Ranking Ultimate Teams With the Elo Rating Algorithm

What if we ranked teams with a different system?

May 25, 2016 by Cody Mills in Analysis with 27 comments

Anybody who has even casually followed USA Ultimate’s college and club series since 2011 has surely heard somebody complain about the algorithm that USAU uses to rank teams and distribute bids. Opinions have ranged from neutrality (“just win all your games”) to tacit endorsement (“at least they don’t use the previous year’s nationals results anymore”) to harsh criticism, only occasionally coupled with an alternate proposal (shout out to probabilistic models).

But for all of its controversy, the USAU algorithm is generally competent at evaluating the relative strength of teams using only their box score results; the (rightful) point of contention is in how that algorithm, and its weaknesses, are leveraged as a part of the nationals bid distribution system. However, while there is enough fuel in the prior statement to power a series of articles, this piece will focus more on applying another common ranking tool — one used in many other competitions — to rank college ultimate teams: Elo Ratings.

Elo Background/Primer

Chess master and physicist Arpad Elo originally created his eponymous algorithm to improve how the US Chess Federation ranked its wide pool of competitive players. The ratings were designed to meet the task of ranking the relative skills levels of players in situations where the particular players may not necessarily meet head to head.

Elo ratings are still used to rank chess players today, and the algorithm has found its way to the desk of many other sports statisticians, producing ELO ratings for world football and the NFL, as well as applications ranking other large groups of competitors in games like Go and League of Legends.
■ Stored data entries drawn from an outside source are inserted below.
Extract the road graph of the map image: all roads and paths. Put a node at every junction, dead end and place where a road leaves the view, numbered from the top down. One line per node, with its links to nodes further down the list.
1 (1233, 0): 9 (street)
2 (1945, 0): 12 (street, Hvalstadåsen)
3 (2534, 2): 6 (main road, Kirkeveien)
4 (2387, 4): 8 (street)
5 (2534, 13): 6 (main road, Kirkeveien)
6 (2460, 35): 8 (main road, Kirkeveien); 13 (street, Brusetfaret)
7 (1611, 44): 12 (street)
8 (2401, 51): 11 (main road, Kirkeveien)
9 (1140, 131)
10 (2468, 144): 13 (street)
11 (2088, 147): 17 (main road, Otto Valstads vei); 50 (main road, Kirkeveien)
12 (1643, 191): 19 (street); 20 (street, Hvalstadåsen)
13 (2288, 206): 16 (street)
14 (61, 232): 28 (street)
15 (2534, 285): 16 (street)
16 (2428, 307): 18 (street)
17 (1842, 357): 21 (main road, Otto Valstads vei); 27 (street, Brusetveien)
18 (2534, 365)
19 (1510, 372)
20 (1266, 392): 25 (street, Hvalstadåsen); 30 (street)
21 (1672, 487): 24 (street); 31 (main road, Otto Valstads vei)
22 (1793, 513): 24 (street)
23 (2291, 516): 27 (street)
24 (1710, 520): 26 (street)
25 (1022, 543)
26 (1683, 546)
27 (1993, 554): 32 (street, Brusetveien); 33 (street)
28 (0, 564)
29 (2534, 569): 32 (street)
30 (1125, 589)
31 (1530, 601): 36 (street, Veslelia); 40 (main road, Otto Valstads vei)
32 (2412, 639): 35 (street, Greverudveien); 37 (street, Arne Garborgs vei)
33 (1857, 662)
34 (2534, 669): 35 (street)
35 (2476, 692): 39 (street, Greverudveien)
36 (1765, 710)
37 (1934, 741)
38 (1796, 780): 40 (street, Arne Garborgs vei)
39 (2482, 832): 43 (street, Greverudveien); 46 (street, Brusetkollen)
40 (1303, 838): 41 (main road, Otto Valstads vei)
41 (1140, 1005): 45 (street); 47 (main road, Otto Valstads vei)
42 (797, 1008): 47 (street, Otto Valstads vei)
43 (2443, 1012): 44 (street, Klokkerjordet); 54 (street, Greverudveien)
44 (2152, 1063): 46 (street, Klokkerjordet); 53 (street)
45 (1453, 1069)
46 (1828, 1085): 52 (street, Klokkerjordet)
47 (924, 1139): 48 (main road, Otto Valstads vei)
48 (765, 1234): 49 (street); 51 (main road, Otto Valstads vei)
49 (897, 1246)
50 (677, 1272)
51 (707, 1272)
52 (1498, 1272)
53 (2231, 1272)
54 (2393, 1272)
The concept of the algorithm is quite simple: a player’s rating is re-evaluated after every contest (or collection of contests) based on the rating of his opponent and the result of the match. All matches are evaluated chronologically so that the rating change derived from the match is a function of what the players’ ratings were at the time rather than what they might end up being later (a notable difference from USAU). Further, the rating change that occurs after a game is a function of the following:

Relative rating of the teams. Based on the initial rankings of the players, Elo ratings calculate a win expectation percentage. The rating points awarded or subtracted are relative to the result of the game vs. the expected outcome. A victorious team that had a 10% chance of winning will earn more points than a team who won after being rated as 90% favorites. The win expectation formula can be changed, but is often done such that a 400-point rating differential indicates a 90% win expectation for the favorite.
Margin of victory (in many variations). In competitions where margin of victory (MOV) is quantifiable (ultimate, but not chess), the point change will be correlated with MOV. Different sports have different implementations of their MOV multiplier. Many implementations will award a high margin of victory with a high multiplier, but then lower it again if the winning team was rated much higher than the losing (a big win by a favorite gets less weight than a big win in an expected toss up).
The update parameter (or k-value). The k-value represents how much influence the latest result has on one’s ranking change. High k’s mean that the latest game will have a larger effect on a player’s rating, while a low k lightens the influence.

Elo Specs

Assumptions

– Each party/player’s performance in a match is a normally distributed random variable around their true “skill level.”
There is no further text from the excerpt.